Claims from Italy suggest that Napoli CEO Aurelio De Laurentiis has been regularly making contact with Liverpool to sign Darwin Nunez.
The striker is on the market this summer with Liverpool ready to cut their significant losses on the £64m plus undisclosed bonus payments for Nunez after just three years on Merseyside.
It really is in the best interest of all parties to go their seperate ways even if there is the sense that there is a lot of untapped potential in Nunez.
With 40 goals and 26 assists in 143 games, Nunez hasn’t been a total failure but despite threatening to find consistency but ultimately failing, Liverpool are selling him this summer to to make way for reported plans to sign an elite No.9 to replace him.
De Laurentiis has reportedly been bombarding Liverpool with requests to decrease the asking price of £43m
According to a report from Italian newspaperr La Gazzetta Dello Sport, Liverpool “focused” on recruiting Nunez this summer to the extent that Napoli CEO Aurelio De Laurentiis is said to be regularly contacting Liverpool with requests to lower their £43m asking price.
Perhaps Liverpool’s biggest challenge outside winning the battle to sign Florian Wirtz is their objective to maximise possible return on selling Nunez to both fund his replacement and soften the massive blow of losing him for at least £21m less than he was signed for in 2022.
If the fanciful rumours doing the rounds that Liverpool remain keen to sign Alexander Isak despite the overwhelming odds stacked against them in that regard are true, the Reds will need to be willing to spend even more than they spent to sign Wirtz to get the Swedish striker.
Convincing buying clubs to spend big on Nunez is a tough sell when it has been clear for at least 18 months that he was never going to develop into the player Liverpool need him to be is a tough sell.
That said, he is not a terrible player as some have suggested. He simply isn’t a refined striker but he creates loads of chances with his runs and general chaos-first approach.
This season, despite being on the fringes and often out the squad, the Uruguayan managed seven goals and seven assists.

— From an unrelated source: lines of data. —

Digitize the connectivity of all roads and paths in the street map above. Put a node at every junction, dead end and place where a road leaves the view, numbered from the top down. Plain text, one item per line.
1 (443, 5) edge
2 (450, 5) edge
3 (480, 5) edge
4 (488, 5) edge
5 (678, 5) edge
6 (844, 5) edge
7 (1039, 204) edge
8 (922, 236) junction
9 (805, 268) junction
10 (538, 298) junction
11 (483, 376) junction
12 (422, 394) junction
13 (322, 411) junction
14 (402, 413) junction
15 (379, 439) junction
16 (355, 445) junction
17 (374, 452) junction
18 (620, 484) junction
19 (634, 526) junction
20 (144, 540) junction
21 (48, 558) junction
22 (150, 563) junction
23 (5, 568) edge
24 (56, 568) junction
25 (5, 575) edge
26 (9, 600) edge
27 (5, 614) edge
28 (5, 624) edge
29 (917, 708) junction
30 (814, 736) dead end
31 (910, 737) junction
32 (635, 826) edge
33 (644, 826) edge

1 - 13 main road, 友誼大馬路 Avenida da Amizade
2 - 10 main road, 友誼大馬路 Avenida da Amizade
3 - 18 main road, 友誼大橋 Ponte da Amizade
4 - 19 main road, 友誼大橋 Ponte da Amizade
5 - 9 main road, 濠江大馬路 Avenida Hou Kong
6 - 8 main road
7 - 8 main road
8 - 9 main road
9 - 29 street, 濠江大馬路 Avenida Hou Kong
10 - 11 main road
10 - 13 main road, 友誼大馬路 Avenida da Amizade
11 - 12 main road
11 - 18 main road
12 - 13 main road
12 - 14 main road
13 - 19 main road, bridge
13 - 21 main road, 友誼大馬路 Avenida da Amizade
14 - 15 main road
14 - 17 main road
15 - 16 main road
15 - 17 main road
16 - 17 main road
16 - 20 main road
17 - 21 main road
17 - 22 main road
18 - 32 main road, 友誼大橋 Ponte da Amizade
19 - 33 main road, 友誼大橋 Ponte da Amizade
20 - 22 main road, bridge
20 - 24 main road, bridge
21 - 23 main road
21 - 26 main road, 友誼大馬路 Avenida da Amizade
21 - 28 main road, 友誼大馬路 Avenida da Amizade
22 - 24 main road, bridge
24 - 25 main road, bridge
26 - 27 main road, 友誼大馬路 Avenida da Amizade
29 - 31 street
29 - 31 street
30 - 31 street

From 2,000 minutes, that’s not good enough. But in a system that suits him, like a club that relies on forwards to create space after sitting in a low block- like Victor Osimhen recently – he suits a team like Napoli down to a tee.
Liverpool need to remain strong on their asking price otherwise it makes dreams of landing a top striker even more fanciful given the massive transfer outlay already this summer.